Carolina Santocanale sarà Santa. Fondò le suore cappuccine di Lourdes a Cinisi

Diverrà Santa la Beata Maria di Gesù Santocanale di Cinisi, fondatrice, il 13 giugno 1887, della Congregazione delle suore cappuccine dell’Immacolata di Lourdes. Carolina Concetta Angela Santocanale, del nobile casato dei Baroni della Celsa Reale, oggi nota come Beata Maria di Gesù Santocanale, è stata beatificata cinque anni fa nel duomo di Monreale. Le sue spoglie riposano nella nuova cappella, attigua alla chiesetta della Casa madre, che si trova in via Sacramento  a Cinisi.
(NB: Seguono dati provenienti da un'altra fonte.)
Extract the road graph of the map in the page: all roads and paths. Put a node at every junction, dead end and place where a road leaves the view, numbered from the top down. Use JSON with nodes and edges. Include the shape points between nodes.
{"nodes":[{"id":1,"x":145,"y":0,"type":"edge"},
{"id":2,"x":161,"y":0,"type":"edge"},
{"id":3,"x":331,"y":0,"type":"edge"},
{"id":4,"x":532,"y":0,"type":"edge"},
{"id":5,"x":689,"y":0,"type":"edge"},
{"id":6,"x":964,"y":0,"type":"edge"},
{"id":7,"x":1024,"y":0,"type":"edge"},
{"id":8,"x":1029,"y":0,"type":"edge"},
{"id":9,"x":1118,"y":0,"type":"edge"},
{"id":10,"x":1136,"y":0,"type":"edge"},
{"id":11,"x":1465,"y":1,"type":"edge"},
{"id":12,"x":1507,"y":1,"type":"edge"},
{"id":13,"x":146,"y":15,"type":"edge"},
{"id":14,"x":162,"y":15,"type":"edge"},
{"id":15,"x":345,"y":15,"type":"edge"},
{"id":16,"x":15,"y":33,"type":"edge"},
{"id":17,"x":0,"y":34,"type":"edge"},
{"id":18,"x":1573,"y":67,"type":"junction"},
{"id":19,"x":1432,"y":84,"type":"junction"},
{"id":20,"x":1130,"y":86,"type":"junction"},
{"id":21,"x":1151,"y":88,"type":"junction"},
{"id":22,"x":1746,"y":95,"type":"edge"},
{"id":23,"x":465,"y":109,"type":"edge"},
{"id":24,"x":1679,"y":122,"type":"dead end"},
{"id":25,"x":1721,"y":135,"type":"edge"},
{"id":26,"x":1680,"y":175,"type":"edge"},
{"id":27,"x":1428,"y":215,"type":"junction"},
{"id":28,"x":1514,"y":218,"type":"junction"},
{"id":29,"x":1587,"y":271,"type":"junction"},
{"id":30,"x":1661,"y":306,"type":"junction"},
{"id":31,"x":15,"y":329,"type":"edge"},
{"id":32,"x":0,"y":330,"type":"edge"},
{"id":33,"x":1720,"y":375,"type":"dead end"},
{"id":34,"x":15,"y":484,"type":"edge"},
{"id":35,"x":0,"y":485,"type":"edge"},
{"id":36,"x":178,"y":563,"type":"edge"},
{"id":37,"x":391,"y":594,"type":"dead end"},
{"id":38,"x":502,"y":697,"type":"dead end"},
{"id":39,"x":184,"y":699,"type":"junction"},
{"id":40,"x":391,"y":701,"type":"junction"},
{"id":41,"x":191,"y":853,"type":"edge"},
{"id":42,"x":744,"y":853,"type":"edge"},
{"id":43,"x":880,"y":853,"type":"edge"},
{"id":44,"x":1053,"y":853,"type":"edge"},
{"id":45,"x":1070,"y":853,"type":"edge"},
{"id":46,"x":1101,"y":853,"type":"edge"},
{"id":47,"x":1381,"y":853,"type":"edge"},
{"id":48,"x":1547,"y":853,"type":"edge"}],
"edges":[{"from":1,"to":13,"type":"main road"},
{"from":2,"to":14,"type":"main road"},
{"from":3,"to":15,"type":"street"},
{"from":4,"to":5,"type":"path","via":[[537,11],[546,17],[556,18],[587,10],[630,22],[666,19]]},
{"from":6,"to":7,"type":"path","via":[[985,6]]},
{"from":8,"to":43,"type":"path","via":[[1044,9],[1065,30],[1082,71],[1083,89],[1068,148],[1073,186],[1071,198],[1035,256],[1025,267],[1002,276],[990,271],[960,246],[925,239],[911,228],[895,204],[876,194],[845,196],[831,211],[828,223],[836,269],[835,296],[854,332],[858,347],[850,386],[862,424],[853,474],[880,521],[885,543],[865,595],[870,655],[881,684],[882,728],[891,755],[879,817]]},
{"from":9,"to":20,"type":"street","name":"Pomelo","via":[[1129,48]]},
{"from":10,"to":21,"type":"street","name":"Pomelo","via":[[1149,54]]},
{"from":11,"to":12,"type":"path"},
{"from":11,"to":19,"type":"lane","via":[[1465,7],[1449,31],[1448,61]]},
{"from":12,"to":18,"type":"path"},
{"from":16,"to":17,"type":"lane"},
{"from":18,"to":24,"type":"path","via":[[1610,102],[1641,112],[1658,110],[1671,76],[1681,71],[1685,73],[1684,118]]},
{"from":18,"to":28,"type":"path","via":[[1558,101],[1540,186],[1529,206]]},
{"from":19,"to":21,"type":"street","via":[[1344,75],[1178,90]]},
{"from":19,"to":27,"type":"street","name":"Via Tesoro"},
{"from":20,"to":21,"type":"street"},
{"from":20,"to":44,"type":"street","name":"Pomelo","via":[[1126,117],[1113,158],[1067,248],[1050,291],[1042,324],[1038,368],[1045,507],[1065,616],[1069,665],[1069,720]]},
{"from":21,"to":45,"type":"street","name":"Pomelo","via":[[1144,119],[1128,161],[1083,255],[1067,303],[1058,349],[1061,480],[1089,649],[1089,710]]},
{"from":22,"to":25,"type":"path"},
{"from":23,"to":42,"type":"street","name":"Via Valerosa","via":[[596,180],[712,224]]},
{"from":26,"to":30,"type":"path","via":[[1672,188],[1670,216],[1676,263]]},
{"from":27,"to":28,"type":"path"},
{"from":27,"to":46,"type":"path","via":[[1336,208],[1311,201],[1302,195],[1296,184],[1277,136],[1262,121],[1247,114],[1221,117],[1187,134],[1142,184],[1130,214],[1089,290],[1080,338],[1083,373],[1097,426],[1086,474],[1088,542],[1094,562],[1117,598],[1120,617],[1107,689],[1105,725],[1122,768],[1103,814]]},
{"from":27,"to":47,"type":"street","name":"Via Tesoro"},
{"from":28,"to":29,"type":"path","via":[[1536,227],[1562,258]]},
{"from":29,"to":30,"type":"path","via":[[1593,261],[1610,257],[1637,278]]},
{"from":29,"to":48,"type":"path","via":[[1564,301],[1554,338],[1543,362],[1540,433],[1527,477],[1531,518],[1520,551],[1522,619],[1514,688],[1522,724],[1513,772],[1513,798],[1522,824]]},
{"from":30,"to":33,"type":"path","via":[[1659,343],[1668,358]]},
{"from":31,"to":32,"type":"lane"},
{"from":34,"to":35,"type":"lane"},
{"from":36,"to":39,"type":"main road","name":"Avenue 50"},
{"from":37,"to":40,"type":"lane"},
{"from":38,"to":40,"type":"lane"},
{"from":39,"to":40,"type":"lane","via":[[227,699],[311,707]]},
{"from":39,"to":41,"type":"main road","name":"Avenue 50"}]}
Ieri Papa Francesco ha autorizzato la promulgazione del decreto attribuito all’intercessione della beata. Il miracolo riconosciuto dalla Congregazione per le Cause dei Santi alla beata di Cinisi e che ha permesso il processo diocesano della causa di canonizzazione, ha riguardato una maternità inspiegabile dal punto di vista medico.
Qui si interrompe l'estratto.